I turned 18 last month.
I've been keeping bugs for 7-8 years, but only got my first scorpion last year


----------



## Scorpiove (Jun 26, 2004)

I turned 22 on may 20th.


----------



## tarantulakeeper (Jun 26, 2004)

52
and I got my first tarantula in January, 1998 for my classroom. Then a parent gave me a pair of Emperor scorpions. Unfortunately they're gone now but I'd like get another one.  I have 140 tarantulas now.   John

PS, PIter and I share a birthday.


----------



## eksong (Jun 26, 2004)

21, turning 22 soon and still an undergrad, how embarrassing.

I've been in the invert hobby since the beginning of this year, not a very long time.  My first (and only) scorps are my 3 emp babies purchased about 3 months ago.  I am not sure I will be purchasing scorps in the near future; these little babies are great, but they spend too much time underground for me to justify another buy.


----------



## skinheaddave (Jun 26, 2004)

eksong said:
			
		

> 21, turning 22 soon and still an undergrad, how embarrassing.

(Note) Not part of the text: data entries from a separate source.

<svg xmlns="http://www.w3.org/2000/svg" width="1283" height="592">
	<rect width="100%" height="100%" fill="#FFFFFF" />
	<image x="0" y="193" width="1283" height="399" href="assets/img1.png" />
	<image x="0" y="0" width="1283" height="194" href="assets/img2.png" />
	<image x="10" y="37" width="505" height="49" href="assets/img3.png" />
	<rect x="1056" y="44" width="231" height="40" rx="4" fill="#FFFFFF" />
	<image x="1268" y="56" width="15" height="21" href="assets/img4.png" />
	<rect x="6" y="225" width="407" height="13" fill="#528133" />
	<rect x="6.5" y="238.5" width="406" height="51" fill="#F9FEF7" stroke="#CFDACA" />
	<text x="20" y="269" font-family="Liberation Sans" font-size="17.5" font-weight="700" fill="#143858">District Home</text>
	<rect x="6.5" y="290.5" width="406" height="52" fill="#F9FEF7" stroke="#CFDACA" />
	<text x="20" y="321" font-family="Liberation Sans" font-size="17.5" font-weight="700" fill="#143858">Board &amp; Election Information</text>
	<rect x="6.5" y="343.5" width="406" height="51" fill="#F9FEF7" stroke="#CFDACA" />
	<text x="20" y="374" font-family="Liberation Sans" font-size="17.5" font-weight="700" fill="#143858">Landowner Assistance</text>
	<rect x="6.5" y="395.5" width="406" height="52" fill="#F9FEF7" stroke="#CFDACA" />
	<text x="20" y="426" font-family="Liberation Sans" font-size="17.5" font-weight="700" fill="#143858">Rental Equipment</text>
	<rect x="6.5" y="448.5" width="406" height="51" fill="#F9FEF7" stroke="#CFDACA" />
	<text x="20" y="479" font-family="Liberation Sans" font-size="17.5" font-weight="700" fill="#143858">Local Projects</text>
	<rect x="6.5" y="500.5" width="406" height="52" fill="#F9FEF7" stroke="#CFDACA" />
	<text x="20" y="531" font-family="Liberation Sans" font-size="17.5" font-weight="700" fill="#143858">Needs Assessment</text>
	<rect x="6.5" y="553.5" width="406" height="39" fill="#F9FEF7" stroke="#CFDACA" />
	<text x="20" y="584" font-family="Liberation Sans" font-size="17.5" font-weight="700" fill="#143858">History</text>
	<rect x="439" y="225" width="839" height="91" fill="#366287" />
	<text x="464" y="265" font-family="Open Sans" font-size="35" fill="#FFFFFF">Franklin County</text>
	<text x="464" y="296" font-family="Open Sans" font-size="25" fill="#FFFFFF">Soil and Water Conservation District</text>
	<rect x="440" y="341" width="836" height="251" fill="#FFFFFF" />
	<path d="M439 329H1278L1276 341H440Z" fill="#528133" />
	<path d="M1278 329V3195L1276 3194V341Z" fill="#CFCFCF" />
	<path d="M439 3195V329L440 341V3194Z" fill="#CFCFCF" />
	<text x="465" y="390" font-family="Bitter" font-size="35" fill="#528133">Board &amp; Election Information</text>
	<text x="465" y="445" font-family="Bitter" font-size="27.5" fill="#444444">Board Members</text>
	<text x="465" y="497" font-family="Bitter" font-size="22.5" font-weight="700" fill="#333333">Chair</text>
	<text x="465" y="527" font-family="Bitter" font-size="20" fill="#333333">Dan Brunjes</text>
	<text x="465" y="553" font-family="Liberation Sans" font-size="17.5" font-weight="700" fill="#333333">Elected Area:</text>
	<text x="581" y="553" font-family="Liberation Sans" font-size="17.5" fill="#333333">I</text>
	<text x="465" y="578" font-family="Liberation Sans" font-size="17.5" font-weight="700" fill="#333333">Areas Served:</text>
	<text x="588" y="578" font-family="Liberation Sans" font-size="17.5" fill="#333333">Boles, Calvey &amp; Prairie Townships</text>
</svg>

Umm ... 24.  Should be graduating soon, though.    I always think I've been in the hobby forever, but when I actually break it down I got my first scorpions about four years ago.  Had reptiles before that.

Cheers,
Dave


----------



## Fergrim (Jun 26, 2004)

eksong, if I'm not mistaken emperors are a good deal less... "on crack" than some of the more aggressive species.. which is why they're recommended as good starters. 

If you move up the aggression ladder a bit you may find them to be more to your liking.


----------



## CIRE (Jun 26, 2004)

19 going on 20 in a couple weeks. No scorps yet, but I did buy 3 beautiful baby Ts today though!


----------



## Kugellager (Jun 26, 2004)

I'm 35 and got my first scorpions about 12 years ago and have been in and out of the hobby in a limited way until about three years ago...now I'm in really deep...65+ scorpions not counting babies 21+ species and no end in sight.  Definitely trying to get into the more scientific end of the hobby as well.

I prefer to collect most of my scorpions now...much more fun and much more satisfying to find them yourself...plus you get to hang out in some beautiful terrain and see all the other critters out there as well.

John
];')


----------



## woijchik89 (Jun 26, 2004)

I'm 15, been into scorps for about a year now, was studying them on the internet sinse i was 13


----------



## Tim R. (Jun 26, 2004)

I'm 37, been in the hobby about 4 years now.


----------



## Deadly1 (Jun 26, 2004)

Im 28 been scorping for a year now..........started all wrong, first scorps were A.Australis (3) and some LQs. But not to fear Im smarter then the average bear and twice as careful. Ive done mass amounts of research prior to purchasing any of them and Id like to think Im comfortable when dealing with them. Now I have 3 A. Australis 1 Female LQ and about 24 babies from which she gave birth, oh and one Hottenota Tri.


----------



## ShaunHolder (Jun 26, 2004)

Im 20, turning 21 September 19th. I've had scorpions for a little over a year now, and I've been keeping T's for a little over a moth or two.


----------



## Fergrim (Jun 26, 2004)

I wish I had started all wrong and gotten A australius and LQs first.  That would have been great.. hehe.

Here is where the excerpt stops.